Su Mu’s pride was considerable, but there were limits — if enough people showed up at Su Manor’s door with sufficiently warm expressions of invitation, even the most obstinate young master might eventually be moved. Small clusters were already forming, voices dropping as people compared strategies.
Chen Gongwang, left to one side through all of this, let out a quiet internal sigh. Young people being young people — he had seen this sort of drama many times, had even been a participant once, in his more reckless years. What struck him as faintly absurd was that here they were, at a gathering nominally celebrating Su Yu, with the central debate concerning a young man who hadn’t even deigned to show up. And this same young man had, not two hours ago, fed Chen Gongwang a rather good rolled crepe.
He was beginning to consider whether he ought to step in and lower the temperature a little — when a figure rose from one of the garden seats, and a voice like a nightingale’s drifted across the assembled company.
“Young Master Song’s kindness is truly moving. As it happens, I have some acquaintance with Young Master Su Mu. I would be pleased to call on Su Manor on everyone’s behalf.”
Heads turned. And when the faces that turned found the source of the voice, a good number of them exhaled in quiet, complicated recognition.
The young woman was no more than sixteen. Exquisitely pretty — a beauty of the kind that draws the eye and does not release it — with the practiced ease of manner that marks someone who has learned to inhabit a room rather than merely enter it. It was Li Manmiao, one of the celebrated leading performers of Sifan Tower.
She was not, in other words, an ordinary figure to find at a gathering of this kind. And the sensitivity of her presence here went deeper than that — because it had been over this very woman that Su Mu and Song Zhijin had come to blows in the first place.

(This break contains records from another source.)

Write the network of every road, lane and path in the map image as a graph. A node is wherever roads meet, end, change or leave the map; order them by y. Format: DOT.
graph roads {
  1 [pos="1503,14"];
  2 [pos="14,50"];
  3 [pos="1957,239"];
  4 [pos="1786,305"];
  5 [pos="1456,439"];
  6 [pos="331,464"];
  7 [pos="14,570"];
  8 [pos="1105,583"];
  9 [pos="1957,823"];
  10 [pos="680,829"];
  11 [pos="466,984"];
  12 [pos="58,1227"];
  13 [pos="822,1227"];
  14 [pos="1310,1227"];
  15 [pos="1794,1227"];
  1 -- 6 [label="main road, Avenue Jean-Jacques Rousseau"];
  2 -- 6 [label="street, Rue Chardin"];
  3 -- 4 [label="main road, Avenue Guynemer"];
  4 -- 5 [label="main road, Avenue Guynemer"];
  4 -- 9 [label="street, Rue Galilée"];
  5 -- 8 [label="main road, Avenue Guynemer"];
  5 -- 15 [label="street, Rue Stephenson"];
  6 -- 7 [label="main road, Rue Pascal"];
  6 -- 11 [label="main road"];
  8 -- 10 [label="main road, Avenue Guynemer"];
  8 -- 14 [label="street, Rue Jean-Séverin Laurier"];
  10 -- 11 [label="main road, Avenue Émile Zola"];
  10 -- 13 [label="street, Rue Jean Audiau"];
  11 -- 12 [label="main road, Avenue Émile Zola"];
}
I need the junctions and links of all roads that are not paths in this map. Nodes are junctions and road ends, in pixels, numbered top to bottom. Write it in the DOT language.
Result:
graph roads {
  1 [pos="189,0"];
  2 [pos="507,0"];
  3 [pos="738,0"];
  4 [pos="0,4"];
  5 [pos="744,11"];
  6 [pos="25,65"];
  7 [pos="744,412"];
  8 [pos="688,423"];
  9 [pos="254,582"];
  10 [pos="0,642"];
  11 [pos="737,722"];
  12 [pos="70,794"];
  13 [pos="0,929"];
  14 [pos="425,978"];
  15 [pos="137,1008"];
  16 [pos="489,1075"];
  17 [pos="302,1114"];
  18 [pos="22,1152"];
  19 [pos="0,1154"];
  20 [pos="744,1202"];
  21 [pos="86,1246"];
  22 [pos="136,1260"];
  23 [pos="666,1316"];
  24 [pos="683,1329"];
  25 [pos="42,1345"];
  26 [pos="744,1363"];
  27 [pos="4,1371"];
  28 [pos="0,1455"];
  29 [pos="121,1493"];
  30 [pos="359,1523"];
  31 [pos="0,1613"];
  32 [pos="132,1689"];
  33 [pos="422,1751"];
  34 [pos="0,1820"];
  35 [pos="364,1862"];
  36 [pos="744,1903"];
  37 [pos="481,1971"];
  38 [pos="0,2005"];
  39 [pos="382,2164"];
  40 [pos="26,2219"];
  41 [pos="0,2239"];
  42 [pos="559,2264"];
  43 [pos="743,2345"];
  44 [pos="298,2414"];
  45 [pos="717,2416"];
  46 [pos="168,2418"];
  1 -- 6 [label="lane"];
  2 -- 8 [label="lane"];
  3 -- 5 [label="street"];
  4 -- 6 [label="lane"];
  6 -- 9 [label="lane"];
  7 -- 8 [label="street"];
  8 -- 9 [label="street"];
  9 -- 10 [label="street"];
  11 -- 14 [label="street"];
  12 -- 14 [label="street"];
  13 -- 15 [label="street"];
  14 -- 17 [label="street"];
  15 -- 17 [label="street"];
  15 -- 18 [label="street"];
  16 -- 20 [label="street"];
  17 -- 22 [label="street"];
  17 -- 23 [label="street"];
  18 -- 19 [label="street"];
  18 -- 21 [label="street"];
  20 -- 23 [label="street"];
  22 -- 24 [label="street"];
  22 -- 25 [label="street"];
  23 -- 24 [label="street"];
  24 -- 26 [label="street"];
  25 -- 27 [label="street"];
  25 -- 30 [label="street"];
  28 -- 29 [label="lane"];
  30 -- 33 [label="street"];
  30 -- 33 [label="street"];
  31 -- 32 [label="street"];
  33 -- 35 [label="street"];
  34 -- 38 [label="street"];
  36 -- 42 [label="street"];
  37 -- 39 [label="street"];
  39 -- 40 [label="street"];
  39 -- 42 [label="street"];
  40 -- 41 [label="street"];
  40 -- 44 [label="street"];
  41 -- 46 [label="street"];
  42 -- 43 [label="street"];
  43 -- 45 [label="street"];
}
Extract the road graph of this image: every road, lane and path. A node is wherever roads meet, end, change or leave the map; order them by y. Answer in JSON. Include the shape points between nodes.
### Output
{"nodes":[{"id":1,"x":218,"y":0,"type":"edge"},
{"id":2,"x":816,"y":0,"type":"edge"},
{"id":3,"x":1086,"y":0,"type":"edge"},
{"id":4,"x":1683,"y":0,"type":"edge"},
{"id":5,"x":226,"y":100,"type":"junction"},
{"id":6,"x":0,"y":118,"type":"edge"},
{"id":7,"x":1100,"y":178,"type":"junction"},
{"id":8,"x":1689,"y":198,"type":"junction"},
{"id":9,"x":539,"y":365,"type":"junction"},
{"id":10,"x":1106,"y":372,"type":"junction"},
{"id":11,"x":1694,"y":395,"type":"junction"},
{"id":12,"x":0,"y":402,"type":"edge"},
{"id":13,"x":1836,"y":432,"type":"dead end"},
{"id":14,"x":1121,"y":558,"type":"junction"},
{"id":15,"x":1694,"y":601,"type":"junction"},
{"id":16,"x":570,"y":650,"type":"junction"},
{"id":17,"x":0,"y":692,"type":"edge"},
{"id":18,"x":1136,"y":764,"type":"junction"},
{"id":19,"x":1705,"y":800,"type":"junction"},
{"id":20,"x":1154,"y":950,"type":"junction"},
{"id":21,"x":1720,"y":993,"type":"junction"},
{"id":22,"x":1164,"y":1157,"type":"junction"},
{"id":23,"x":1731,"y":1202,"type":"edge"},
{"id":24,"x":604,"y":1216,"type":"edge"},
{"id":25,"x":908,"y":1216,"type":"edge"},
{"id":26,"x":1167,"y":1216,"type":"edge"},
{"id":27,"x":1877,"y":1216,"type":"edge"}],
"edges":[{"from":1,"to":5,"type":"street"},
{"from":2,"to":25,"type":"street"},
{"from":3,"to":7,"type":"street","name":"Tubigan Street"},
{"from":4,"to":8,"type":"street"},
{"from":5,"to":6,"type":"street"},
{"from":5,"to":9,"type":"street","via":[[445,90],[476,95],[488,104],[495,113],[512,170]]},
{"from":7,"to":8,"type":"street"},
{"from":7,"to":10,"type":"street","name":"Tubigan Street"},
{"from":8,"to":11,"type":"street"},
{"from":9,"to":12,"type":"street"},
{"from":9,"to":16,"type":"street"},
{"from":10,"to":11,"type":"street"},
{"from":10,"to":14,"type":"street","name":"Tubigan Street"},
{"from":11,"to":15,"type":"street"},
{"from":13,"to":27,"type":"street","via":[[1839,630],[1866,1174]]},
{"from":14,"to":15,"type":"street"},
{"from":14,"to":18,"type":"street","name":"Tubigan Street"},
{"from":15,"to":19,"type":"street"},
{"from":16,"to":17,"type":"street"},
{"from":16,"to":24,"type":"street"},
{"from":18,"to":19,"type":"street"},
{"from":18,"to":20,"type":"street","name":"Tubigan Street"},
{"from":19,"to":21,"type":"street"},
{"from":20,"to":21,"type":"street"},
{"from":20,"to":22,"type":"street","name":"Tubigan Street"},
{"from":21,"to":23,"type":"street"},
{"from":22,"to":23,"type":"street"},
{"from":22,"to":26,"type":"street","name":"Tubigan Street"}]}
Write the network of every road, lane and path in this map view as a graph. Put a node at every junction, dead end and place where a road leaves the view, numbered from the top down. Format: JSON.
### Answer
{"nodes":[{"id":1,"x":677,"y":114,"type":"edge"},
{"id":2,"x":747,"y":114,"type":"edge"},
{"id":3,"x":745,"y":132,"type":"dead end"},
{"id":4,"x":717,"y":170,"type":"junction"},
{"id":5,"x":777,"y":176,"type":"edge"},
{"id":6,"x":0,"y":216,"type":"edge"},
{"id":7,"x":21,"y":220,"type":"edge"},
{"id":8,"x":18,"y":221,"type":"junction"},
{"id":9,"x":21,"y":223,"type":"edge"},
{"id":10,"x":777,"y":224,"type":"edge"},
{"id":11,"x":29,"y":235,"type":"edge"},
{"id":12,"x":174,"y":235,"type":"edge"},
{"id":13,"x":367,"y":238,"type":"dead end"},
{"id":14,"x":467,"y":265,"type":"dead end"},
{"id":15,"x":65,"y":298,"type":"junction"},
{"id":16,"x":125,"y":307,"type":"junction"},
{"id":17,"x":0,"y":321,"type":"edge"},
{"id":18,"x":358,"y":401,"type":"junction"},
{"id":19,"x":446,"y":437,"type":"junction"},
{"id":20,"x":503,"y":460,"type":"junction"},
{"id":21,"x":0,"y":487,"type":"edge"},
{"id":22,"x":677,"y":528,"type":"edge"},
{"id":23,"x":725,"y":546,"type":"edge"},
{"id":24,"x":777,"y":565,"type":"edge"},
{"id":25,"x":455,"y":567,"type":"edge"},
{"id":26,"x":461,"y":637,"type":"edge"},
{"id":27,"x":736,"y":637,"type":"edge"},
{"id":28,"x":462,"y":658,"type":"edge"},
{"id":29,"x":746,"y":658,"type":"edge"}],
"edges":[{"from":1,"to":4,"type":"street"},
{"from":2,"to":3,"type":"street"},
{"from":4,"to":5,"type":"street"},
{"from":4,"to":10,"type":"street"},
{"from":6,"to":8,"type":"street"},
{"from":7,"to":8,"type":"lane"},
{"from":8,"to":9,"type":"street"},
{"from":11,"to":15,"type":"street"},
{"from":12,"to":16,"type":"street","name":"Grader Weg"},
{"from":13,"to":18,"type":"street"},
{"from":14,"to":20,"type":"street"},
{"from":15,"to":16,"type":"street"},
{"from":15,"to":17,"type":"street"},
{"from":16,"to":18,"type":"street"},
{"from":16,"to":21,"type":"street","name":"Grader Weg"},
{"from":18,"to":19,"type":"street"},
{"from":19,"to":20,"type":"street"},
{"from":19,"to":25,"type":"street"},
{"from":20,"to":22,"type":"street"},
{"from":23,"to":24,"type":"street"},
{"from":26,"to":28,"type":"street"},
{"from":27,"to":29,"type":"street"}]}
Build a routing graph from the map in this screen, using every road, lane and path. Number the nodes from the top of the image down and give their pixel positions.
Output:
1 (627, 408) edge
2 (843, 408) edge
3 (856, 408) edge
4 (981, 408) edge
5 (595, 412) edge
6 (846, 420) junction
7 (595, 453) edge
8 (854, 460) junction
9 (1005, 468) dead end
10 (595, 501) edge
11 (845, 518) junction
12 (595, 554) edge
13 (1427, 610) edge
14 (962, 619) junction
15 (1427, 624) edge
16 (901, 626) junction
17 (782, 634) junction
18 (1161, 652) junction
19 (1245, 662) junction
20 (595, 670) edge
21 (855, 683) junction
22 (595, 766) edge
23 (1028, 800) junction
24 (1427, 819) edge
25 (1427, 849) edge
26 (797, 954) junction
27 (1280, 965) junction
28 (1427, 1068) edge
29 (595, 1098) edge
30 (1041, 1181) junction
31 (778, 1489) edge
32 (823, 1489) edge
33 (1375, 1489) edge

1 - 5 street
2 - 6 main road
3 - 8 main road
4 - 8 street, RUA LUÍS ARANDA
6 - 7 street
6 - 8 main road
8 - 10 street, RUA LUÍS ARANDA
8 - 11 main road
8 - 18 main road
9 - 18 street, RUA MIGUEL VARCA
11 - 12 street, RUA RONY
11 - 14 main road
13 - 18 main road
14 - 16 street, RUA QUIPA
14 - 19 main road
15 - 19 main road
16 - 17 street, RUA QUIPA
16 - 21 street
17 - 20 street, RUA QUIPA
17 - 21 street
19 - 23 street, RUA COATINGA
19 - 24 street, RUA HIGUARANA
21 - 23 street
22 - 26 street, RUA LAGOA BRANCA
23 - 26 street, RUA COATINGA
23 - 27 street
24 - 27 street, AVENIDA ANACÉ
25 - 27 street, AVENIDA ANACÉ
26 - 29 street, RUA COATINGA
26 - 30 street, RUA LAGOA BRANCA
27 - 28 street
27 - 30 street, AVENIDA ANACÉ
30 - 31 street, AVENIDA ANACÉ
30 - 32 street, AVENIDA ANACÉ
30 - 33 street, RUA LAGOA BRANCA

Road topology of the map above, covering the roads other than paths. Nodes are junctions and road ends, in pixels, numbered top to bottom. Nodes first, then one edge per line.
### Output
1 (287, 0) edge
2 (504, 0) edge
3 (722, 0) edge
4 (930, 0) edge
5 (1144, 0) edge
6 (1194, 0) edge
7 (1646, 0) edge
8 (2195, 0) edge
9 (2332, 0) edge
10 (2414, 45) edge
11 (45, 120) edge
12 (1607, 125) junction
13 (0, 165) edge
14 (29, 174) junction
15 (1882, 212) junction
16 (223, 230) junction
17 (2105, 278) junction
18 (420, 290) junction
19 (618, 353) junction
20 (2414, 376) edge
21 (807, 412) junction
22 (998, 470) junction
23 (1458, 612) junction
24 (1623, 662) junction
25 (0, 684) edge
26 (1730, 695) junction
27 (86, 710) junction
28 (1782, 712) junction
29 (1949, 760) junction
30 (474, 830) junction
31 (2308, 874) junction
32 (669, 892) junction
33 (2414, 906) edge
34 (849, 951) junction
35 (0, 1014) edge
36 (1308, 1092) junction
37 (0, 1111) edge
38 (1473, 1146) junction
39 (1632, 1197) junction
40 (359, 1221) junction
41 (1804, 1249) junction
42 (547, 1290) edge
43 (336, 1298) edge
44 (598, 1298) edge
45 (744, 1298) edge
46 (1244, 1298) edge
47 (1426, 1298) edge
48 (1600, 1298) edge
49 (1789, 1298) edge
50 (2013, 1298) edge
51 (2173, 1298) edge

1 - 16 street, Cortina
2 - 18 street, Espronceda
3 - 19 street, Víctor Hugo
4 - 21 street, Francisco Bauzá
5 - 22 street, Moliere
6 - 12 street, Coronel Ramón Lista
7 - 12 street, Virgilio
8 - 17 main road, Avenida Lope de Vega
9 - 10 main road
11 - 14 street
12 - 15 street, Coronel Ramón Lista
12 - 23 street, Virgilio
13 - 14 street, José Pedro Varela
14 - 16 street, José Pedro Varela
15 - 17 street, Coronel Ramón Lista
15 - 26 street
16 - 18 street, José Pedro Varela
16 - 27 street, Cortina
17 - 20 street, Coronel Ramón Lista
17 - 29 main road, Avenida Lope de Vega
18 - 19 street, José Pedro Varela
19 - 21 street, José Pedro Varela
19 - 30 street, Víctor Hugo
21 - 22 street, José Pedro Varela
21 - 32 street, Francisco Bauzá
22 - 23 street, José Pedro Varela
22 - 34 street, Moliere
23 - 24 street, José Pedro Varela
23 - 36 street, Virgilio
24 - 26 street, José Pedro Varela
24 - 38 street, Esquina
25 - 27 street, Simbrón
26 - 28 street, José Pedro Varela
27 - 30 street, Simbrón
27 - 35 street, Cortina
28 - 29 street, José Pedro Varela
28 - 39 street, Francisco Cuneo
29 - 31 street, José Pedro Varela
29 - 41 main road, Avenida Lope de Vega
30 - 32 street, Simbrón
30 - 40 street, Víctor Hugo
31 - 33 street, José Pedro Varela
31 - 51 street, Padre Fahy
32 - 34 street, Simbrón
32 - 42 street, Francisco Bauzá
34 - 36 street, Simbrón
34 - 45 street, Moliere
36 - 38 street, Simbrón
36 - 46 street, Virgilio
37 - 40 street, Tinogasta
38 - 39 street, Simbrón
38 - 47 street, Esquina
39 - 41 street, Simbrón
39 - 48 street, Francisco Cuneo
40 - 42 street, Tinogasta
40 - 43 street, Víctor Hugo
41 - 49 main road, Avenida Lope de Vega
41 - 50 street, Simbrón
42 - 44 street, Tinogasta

After Su Mu’s departure, Li Manmiao had risen sharply in the world, buoyed by Song Zhijin’s patronage and advocacy. She now sat at the top of the rankings among Hangzhou’s celebrated performers. She owed that ascent, in no small part, to Song Zhijin — and her appearance here today required no further explanation.
Song Zhijin affected pleasant surprise.
“How wonderful of you, Manmiao. We’ll be in your debt.”
And so it was settled.
Su Yu’s expression gave nothing away. Zhao Wenpei held his peace. Wang Jinlun and Chen Gongwang did what hosts and honored guests do when the room needs settling — they filled it with warmth and ceremony, and the poetry gathering formally began.
Li Manmiao stepped into a waiting carriage and set off toward Su Manor.